[[ Listed entries open ]]

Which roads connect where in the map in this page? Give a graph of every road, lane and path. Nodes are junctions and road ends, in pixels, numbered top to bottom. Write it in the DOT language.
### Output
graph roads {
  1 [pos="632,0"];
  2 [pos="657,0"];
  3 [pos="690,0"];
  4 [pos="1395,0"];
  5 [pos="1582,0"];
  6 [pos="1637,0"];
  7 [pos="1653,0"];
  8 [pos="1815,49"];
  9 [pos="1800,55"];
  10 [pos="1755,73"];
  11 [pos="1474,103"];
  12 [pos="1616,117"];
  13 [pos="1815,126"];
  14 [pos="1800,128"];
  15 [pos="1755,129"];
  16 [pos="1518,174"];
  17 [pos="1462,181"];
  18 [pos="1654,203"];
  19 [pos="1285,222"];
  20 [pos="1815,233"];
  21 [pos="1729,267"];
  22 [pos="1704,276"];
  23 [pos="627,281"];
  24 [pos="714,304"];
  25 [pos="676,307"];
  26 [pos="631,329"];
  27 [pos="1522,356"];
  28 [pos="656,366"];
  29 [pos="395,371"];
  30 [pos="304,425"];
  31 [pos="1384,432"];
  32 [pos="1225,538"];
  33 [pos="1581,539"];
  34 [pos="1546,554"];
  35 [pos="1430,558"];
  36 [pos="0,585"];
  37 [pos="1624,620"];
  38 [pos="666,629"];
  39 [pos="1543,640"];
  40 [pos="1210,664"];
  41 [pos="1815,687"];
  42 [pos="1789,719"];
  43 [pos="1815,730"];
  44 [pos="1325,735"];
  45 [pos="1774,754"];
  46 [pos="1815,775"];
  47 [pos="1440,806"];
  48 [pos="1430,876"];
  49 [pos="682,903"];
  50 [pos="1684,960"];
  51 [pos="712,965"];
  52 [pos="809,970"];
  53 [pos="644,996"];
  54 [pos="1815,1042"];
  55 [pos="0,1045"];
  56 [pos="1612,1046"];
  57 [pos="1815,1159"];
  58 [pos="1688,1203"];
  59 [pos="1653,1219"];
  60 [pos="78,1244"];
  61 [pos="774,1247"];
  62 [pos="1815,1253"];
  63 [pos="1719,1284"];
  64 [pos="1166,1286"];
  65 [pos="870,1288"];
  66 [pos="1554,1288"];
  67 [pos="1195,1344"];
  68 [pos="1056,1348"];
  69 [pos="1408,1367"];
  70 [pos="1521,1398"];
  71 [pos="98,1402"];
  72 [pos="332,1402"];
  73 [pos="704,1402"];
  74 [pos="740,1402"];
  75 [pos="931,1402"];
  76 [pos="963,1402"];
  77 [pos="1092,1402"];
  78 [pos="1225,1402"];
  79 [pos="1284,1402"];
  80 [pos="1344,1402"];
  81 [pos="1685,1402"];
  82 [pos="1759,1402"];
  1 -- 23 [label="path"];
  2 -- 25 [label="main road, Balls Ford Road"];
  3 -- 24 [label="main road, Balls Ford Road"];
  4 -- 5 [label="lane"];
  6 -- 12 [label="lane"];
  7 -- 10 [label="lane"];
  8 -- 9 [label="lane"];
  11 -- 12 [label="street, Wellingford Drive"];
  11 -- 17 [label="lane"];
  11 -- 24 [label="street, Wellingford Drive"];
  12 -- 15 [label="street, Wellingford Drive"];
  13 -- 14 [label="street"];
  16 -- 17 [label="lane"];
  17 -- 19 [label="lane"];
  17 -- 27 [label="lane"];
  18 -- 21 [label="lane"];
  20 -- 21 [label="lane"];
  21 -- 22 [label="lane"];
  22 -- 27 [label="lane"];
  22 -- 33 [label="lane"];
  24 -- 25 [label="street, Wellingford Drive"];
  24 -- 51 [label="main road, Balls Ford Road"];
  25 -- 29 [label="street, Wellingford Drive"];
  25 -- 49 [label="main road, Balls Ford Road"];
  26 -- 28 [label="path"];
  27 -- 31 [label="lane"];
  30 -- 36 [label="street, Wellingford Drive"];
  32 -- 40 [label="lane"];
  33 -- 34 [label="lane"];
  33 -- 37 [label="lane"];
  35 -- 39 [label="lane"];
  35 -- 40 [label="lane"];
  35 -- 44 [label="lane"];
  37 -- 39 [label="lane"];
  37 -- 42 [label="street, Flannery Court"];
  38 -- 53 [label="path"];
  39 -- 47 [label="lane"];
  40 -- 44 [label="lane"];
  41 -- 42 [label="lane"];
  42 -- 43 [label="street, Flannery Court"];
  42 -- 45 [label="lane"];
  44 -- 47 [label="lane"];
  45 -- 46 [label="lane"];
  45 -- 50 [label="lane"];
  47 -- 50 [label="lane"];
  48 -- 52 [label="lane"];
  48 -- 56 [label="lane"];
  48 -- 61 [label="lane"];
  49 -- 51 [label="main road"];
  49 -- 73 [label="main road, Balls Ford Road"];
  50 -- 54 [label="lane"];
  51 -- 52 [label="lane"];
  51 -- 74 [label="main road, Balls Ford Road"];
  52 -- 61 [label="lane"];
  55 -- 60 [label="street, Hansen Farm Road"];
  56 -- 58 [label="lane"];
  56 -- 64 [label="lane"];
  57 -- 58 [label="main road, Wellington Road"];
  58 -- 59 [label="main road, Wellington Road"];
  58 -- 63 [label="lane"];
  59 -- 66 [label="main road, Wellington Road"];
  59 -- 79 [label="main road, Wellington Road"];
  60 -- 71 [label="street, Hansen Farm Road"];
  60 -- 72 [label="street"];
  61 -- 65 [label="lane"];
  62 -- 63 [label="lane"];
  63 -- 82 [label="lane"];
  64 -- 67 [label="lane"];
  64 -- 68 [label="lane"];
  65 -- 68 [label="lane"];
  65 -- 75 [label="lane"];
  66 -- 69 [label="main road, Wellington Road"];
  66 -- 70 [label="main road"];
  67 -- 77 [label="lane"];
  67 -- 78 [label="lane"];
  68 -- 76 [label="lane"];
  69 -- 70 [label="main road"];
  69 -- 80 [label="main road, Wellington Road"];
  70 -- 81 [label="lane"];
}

[[ Listed entries closed ]]

§ Task item: All of the records above are to be set down again exactly.

§ Response area:
Which roads connect where in the map in this page? Give a graph of every road, lane and path. Nodes are junctions and road ends, in pixels, numbered top to bottom. Write it in the DOT language.
### Output
graph roads {
  1 [pos="632,0"];
  2 [pos="657,0"];
  3 [pos="690,0"];
  4 [pos="1395,0"];
  5 [pos="1582,0"];
  6 [pos="1637,0"];
  7 [pos="1653,0"];
  8 [pos="1815,49"];
  9 [pos="1800,55"];
  10 [pos="1755,73"];
  11 [pos="1474,103"];
  12 [pos="1616,117"];
  13 [pos="1815,126"];
  14 [pos="1800,128"];
  15 [pos="1755,129"];
  16 [pos="1518,174"];
  17 [pos="1462,181"];
  18 [pos="1654,203"];
  19 [pos="1285,222"];
  20 [pos="1815,233"];
  21 [pos="1729,267"];
  22 [pos="1704,276"];
  23 [pos="627,281"];
  24 [pos="714,304"];
  25 [pos="676,307"];
  26 [pos="631,329"];
  27 [pos="1522,356"];
  28 [pos="656,366"];
  29 [pos="395,371"];
  30 [pos="304,425"];
  31 [pos="1384,432"];
  32 [pos="1225,538"];
  33 [pos="1581,539"];
  34 [pos="1546,554"];
  35 [pos="1430,558"];
  36 [pos="0,585"];
  37 [pos="1624,620"];
  38 [pos="666,629"];
  39 [pos="1543,640"];
  40 [pos="1210,664"];
  41 [pos="1815,687"];
  42 [pos="1789,719"];
  43 [pos="1815,730"];
  44 [pos="1325,735"];
  45 [pos="1774,754"];
  46 [pos="1815,775"];
  47 [pos="1440,806"];
  48 [pos="1430,876"];
  49 [pos="682,903"];
  50 [pos="1684,960"];
  51 [pos="712,965"];
  52 [pos="809,970"];
  53 [pos="644,996"];
  54 [pos="1815,1042"];
  55 [pos="0,1045"];
  56 [pos="1612,1046"];
  57 [pos="1815,1159"];
  58 [pos="1688,1203"];
  59 [pos="1653,1219"];
  60 [pos="78,1244"];
  61 [pos="774,1247"];
  62 [pos="1815,1253"];
  63 [pos="1719,1284"];
  64 [pos="1166,1286"];
  65 [pos="870,1288"];
  66 [pos="1554,1288"];
  67 [pos="1195,1344"];
  68 [pos="1056,1348"];
  69 [pos="1408,1367"];
  70 [pos="1521,1398"];
  71 [pos="98,1402"];
  72 [pos="332,1402"];
  73 [pos="704,1402"];
  74 [pos="740,1402"];
  75 [pos="931,1402"];
  76 [pos="963,1402"];
  77 [pos="1092,1402"];
  78 [pos="1225,1402"];
  79 [pos="1284,1402"];
  80 [pos="1344,1402"];
  81 [pos="1685,1402"];
  82 [pos="1759,1402"];
  1 -- 23 [label="path"];
  2 -- 25 [label="main road, Balls Ford Road"];
  3 -- 24 [label="main road, Balls Ford Road"];
  4 -- 5 [label="lane"];
  6 -- 12 [label="lane"];
  7 -- 10 [label="lane"];
  8 -- 9 [label="lane"];
  11 -- 12 [label="street, Wellingford Drive"];
  11 -- 17 [label="lane"];
  11 -- 24 [label="street, Wellingford Drive"];
  12 -- 15 [label="street, Wellingford Drive"];
  13 -- 14 [label="street"];
  16 -- 17 [label="lane"];
  17 -- 19 [label="lane"];
  17 -- 27 [label="lane"];
  18 -- 21 [label="lane"];
  20 -- 21 [label="lane"];
  21 -- 22 [label="lane"];
  22 -- 27 [label="lane"];
  22 -- 33 [label="lane"];
  24 -- 25 [label="street, Wellingford Drive"];
  24 -- 51 [label="main road, Balls Ford Road"];
  25 -- 29 [label="street, Wellingford Drive"];
  25 -- 49 [label="main road, Balls Ford Road"];
  26 -- 28 [label="path"];
  27 -- 31 [label="lane"];
  30 -- 36 [label="street, Wellingford Drive"];
  32 -- 40 [label="lane"];
  33 -- 34 [label="lane"];
  33 -- 37 [label="lane"];
  35 -- 39 [label="lane"];
  35 -- 40 [label="lane"];
  35 -- 44 [label="lane"];
  37 -- 39 [label="lane"];
  37 -- 42 [label="street, Flannery Court"];
  38 -- 53 [label="path"];
  39 -- 47 [label="lane"];
  40 -- 44 [label="lane"];
  41 -- 42 [label="lane"];
  42 -- 43 [label="street, Flannery Court"];
  42 -- 45 [label="lane"];
  44 -- 47 [label="lane"];
  45 -- 46 [label="lane"];
  45 -- 50 [label="lane"];
  47 -- 50 [label="lane"];
  48 -- 52 [label="lane"];
  48 -- 56 [label="lane"];
  48 -- 61 [label="lane"];
  49 -- 51 [label="main road"];
  49 -- 73 [label="main road, Balls Ford Road"];
  50 -- 54 [label="lane"];
  51 -- 52 [label="lane"];
  51 -- 74 [label="main road, Balls Ford Road"];
  52 -- 61 [label="lane"];
  55 -- 60 [label="street, Hansen Farm Road"];
  56 -- 58 [label="lane"];
  56 -- 64 [label="lane"];
  57 -- 58 [label="main road, Wellington Road"];
  58 -- 59 [label="main road, Wellington Road"];
  58 -- 63 [label="lane"];
  59 -- 66 [label="main road, Wellington Road"];
  59 -- 79 [label="main road, Wellington Road"];
  60 -- 71 [label="street, Hansen Farm Road"];
  60 -- 72 [label="street"];
  61 -- 65 [label="lane"];
  62 -- 63 [label="lane"];
  63 -- 82 [label="lane"];
  64 -- 67 [label="lane"];
  64 -- 68 [label="lane"];
  65 -- 68 [label="lane"];
  65 -- 75 [label="lane"];
  66 -- 69 [label="main road, Wellington Road"];
  66 -- 70 [label="main road"];
  67 -- 77 [label="lane"];
  67 -- 78 [label="lane"];
  68 -- 76 [label="lane"];
  69 -- 70 [label="main road"];
  69 -- 80 [label="main road, Wellington Road"];
  70 -- 81 [label="lane"];
}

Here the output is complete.